▸ WHAT TO DO: Sort through the data and copy the lines holding the word "above".

▸ SOURCE RECORDS:
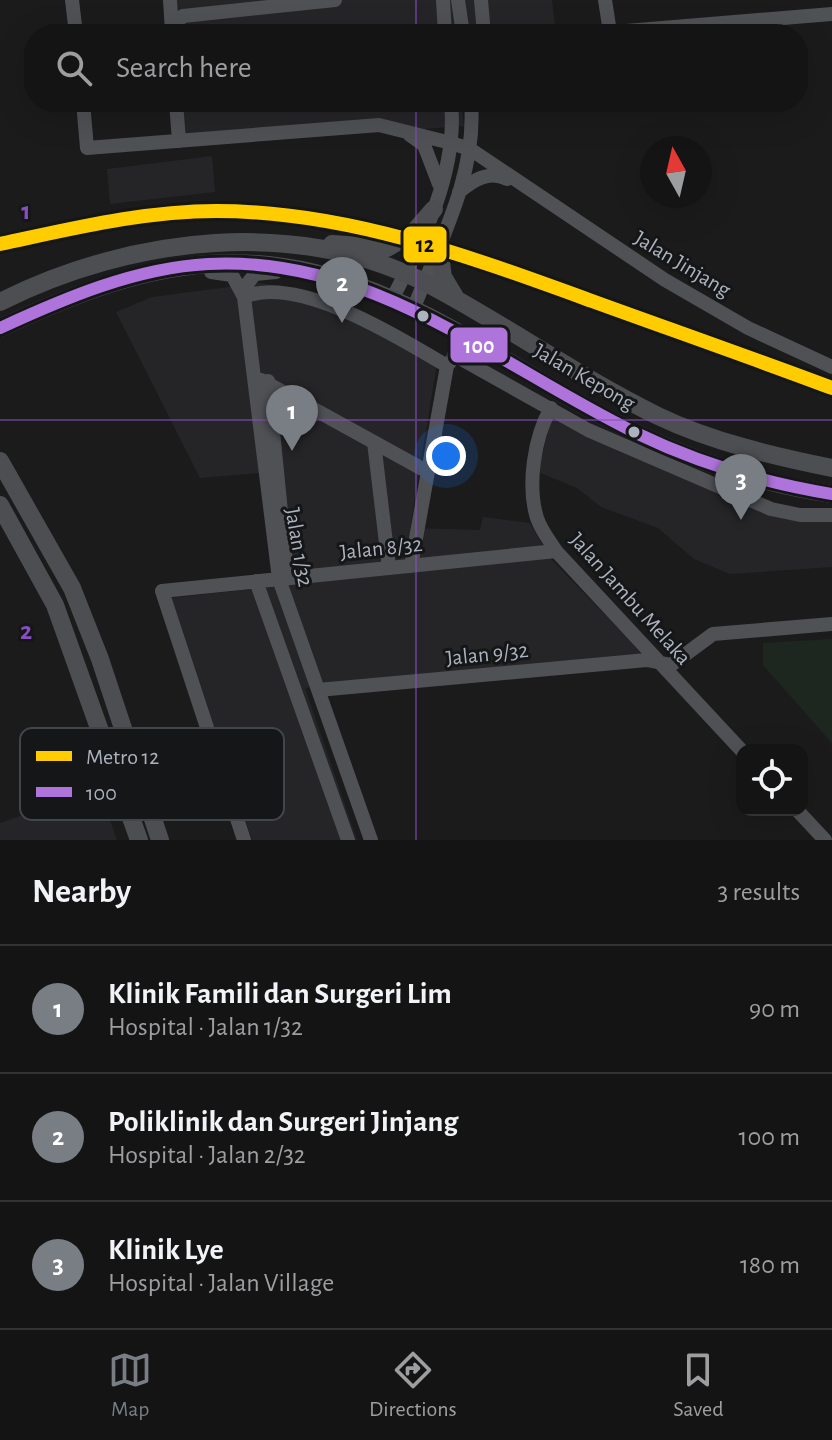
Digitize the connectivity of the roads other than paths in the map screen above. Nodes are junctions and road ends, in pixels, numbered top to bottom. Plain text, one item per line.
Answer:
1 (72, 0) edge
2 (170, 0) edge
3 (335, 0) edge
4 (443, 0) edge
5 (458, 0) edge
6 (481, 0) edge
7 (605, 0) edge
8 (832, 14) edge
9 (75, 24) edge
10 (172, 24) edge
11 (177, 24) edge
12 (444, 24) edge
13 (462, 24) edge
14 (483, 24) edge
15 (609, 24) edge
16 (709, 24) edge
17 (84, 112) edge
18 (177, 112) edge
19 (451, 112) edge
20 (471, 112) edge
21 (398, 129) junction
22 (179, 141) junction
23 (451, 143) junction
24 (470, 149) junction
25 (518, 184) junction
26 (440, 188) junction
27 (459, 192) junction
28 (434, 209) junction
29 (313, 247) junction
30 (439, 248) junction
31 (305, 272) junction
32 (405, 274) junction
33 (122, 280) junction
34 (424, 283) junction
35 (244, 297) junction
36 (393, 297) junction
37 (457, 301) junction
38 (0, 302) edge
39 (414, 307) junction
40 (2, 328) edge
41 (470, 337) junction
42 (451, 361) junction
43 (832, 367) edge
44 (261, 380) junction
45 (551, 408) junction
46 (374, 442) junction
47 (0, 461) edge
48 (832, 468) edge
49 (428, 472) junction
50 (832, 494) edge
51 (0, 505) edge
52 (832, 515) edge
53 (556, 551) junction
54 (411, 566) junction
55 (389, 568) junction
56 (301, 577) junction
57 (279, 579) junction
58 (256, 581) junction
59 (832, 624) edge
60 (659, 664) junction
61 (318, 690) junction
62 (99, 728) edge
63 (123, 728) edge
64 (207, 728) edge
65 (736, 745) edge
66 (803, 816) edge
67 (132, 820) edge
68 (153, 820) edge
69 (237, 820) edge
70 (139, 840) edge
71 (160, 840) edge
72 (244, 840) edge
73 (348, 840) edge
74 (371, 840) edge
75 (825, 840) edge

1 - 9 street
2 - 10 street
3 - 11 street
4 - 12 street
5 - 13 street
6 - 14 street
7 - 15 street
8 - 16 street
17 - 22 street, Jalan Jinjang
18 - 22 street
19 - 23 street
20 - 24 street
21 - 22 street, Jalan Jinjang
21 - 23 street, Jalan Jinjang
21 - 26 street
23 - 24 street, Jalan Jinjang
23 - 26 street
24 - 25 street, Jalan Jinjang
24 - 27 street
25 - 27 street, Jalan Jinjang
25 - 43 street, Jalan Jinjang
26 - 28 street
27 - 30 street
28 - 29 main road
28 - 32 street
29 - 32 main road, Jalan Kepong
29 - 38 main road, Jalan Kepong
30 - 34 street
30 - 37 main road
31 - 33 main road, Jalan Kepong
31 - 35 street
31 - 36 main road, Jalan Kepong
32 - 34 main road, Jalan Kepong
32 - 36 street
33 - 35 street
33 - 40 main road, Jalan Kepong
34 - 37 main road, Jalan Kepong
34 - 39 street
35 - 42 street
35 - 44 street, Jalan 1/32
36 - 39 main road, Jalan Kepong
37 - 48 main road, Jalan Kepong
39 - 41 main road, Jalan Kepong
41 - 42 street
41 - 50 main road, Jalan Kepong
42 - 45 street
42 - 49 street
44 - 46 street
44 - 56 street
44 - 57 street, Jalan 1/32
45 - 52 street
45 - 53 street, Jalan Jambu Melaka
46 - 49 street
46 - 55 street
47 - 63 main road
49 - 54 street
51 - 62 main road
53 - 54 street, Jalan 8/32
53 - 60 street, Jalan Jambu Melaka
54 - 55 street, Jalan 8/32
55 - 56 street, Jalan 8/32
56 - 57 street, Jalan 8/32
57 - 58 street, Jalan 8/32
57 - 61 street, Jalan 1/32
58 - 64 street, Jalan 8/32
58 - 73 street
59 - 60 street
60 - 61 street, Jalan 9/32
60 - 65 street, Jalan Jambu Melaka
61 - 74 street, Jalan 1/32
66 - 75 street
67 - 70 main road
68 - 71 main road
69 - 72 street, Jalan 8/32

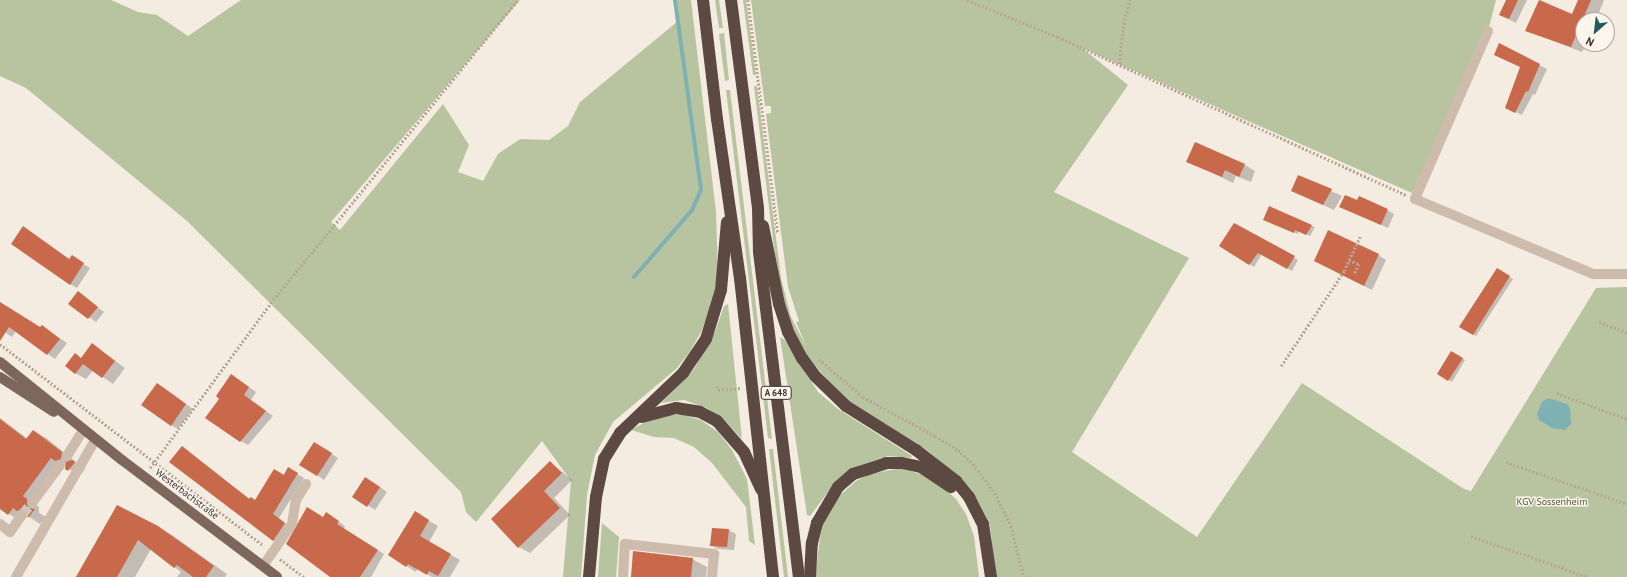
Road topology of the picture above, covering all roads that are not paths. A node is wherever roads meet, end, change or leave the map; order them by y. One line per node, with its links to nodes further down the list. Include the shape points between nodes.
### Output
1 (703, 0): 4 (highway, A 648)
2 (731, 0): 5 (highway, A 648)
3 (1488, 31): 6 (lane, via 1415,199 1594,274)
4 (729, 203): 9 (highway, via 721,290 706,339 683,373); 15 (highway, A 648)
5 (758, 208): 26 (highway, A 648, via 759,252); 29 (highway, via 770,251 779,304 788,332 802,358 824,387 846,406 916,450 956,480 970,497 983,524)
6 (1627, 274)
7 (0, 362): 10 (main road, Westerbachstraße)
8 (0, 377): 10 (main road, Westerbachstraße)
9 (637, 419): 15 (highway, via 676,408 700,412 717,421 744,452); 22 (highway, via 612,444 601,468)
10 (83, 430): 11 (main road, Westerbachstraße); 12 (lane)
11 (95, 440): 19 (main road, Westerbachstraße); 20 (lane)
12 (67, 456)
13 (60, 465): 16 (lane)
14 (306, 484): 19 (lane, via 296,500 292,524)
15 (766, 499): 25 (highway, A 648)
16 (32, 503)
17 (22, 515): 18 (lane, via 10,532)
18 (0, 524)
19 (263, 566): 21 (main road, Westerbachstraße)
20 (16, 577)
21 (277, 577)
22 (589, 577)
23 (623, 577): 24 (lane, via 625,544 714,554)
24 (712, 577)
25 (774, 577)
26 (799, 577)
27 (810, 577): 28 (highway, via 812,543 825,506 838,487 853,474 886,463 921,467 942,478 959,494 978,532)
28 (984, 577)
29 (991, 577)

▸ ANSWER AREA:
Digitize the connectivity of the roads other than paths in the map screen above. Nodes are junctions and road ends, in pixels, numbered top to bottom. Plain text, one item per line.
Road topology of the picture above, covering all roads that are not paths. A node is wherever roads meet, end, change or leave the map; order them by y. One line per node, with its links to nodes further down the list. Include the shape points between nodes.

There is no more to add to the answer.